— PROBLEM —
Whenever a line below mentions the word "Jones", that line should be copied.

Saved data entries
::::

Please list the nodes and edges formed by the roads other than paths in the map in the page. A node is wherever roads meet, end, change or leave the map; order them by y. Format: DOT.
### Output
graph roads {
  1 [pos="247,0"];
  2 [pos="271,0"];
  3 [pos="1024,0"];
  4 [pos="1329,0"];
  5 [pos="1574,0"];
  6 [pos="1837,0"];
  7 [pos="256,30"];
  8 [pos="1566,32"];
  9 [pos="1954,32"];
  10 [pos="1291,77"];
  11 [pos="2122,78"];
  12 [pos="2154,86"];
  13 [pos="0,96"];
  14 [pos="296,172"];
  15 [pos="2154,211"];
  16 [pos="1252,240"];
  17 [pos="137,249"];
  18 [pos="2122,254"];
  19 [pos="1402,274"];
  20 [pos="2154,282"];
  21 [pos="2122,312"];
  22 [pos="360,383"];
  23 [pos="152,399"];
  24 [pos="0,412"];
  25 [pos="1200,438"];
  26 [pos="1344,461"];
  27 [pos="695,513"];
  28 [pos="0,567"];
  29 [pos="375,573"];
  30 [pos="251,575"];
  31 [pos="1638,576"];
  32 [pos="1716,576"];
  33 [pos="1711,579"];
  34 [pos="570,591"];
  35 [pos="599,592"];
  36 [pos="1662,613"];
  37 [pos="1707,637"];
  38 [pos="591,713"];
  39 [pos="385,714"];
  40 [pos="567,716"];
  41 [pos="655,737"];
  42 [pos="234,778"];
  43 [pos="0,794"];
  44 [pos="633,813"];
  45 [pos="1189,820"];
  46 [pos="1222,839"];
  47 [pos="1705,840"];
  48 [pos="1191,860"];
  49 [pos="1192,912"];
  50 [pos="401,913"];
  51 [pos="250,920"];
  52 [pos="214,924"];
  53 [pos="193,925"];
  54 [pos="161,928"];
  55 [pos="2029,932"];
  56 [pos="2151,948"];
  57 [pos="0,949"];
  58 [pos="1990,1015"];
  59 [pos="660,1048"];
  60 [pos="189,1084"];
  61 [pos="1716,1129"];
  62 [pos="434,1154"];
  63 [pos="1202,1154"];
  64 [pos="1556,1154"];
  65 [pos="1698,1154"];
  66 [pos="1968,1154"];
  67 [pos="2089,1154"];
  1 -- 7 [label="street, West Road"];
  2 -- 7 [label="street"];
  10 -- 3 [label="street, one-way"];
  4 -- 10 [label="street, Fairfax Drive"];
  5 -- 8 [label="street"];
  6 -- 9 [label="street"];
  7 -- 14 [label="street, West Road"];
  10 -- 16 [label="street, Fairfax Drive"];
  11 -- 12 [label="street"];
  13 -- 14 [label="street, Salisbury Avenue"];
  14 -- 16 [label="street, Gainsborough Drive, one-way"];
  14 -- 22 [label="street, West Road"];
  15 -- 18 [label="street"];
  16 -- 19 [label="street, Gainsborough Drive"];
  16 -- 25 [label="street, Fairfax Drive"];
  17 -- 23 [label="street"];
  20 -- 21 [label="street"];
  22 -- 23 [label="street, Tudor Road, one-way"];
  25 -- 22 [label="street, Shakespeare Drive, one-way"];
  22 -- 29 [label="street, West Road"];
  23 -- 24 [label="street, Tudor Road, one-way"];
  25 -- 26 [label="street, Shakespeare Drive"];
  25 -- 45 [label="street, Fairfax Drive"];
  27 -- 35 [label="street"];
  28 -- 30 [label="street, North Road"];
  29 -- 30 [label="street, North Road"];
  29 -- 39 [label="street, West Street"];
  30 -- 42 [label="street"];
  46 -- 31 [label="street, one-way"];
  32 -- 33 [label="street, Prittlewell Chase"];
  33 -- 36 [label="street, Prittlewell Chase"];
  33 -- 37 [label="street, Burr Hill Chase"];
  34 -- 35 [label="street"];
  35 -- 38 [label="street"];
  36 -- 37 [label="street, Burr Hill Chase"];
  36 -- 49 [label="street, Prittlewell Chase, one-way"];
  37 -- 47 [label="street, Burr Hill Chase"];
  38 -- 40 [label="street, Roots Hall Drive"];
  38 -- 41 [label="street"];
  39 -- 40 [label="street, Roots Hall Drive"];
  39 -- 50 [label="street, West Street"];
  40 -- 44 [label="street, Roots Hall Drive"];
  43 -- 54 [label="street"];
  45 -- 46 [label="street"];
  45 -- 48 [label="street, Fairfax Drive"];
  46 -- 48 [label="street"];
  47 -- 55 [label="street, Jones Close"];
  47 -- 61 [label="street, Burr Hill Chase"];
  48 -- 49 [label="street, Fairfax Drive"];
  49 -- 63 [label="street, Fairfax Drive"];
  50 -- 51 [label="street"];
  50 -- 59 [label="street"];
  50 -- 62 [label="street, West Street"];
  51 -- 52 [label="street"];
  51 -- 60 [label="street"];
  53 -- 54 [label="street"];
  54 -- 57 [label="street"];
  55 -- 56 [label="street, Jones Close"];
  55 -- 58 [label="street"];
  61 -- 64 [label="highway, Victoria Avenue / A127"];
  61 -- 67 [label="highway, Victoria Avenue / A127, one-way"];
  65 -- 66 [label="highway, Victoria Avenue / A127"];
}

::::

— EXERCISE OUTPUT —
  47 -- 55 [label="street, Jones Close"];
  55 -- 56 [label="street, Jones Close"];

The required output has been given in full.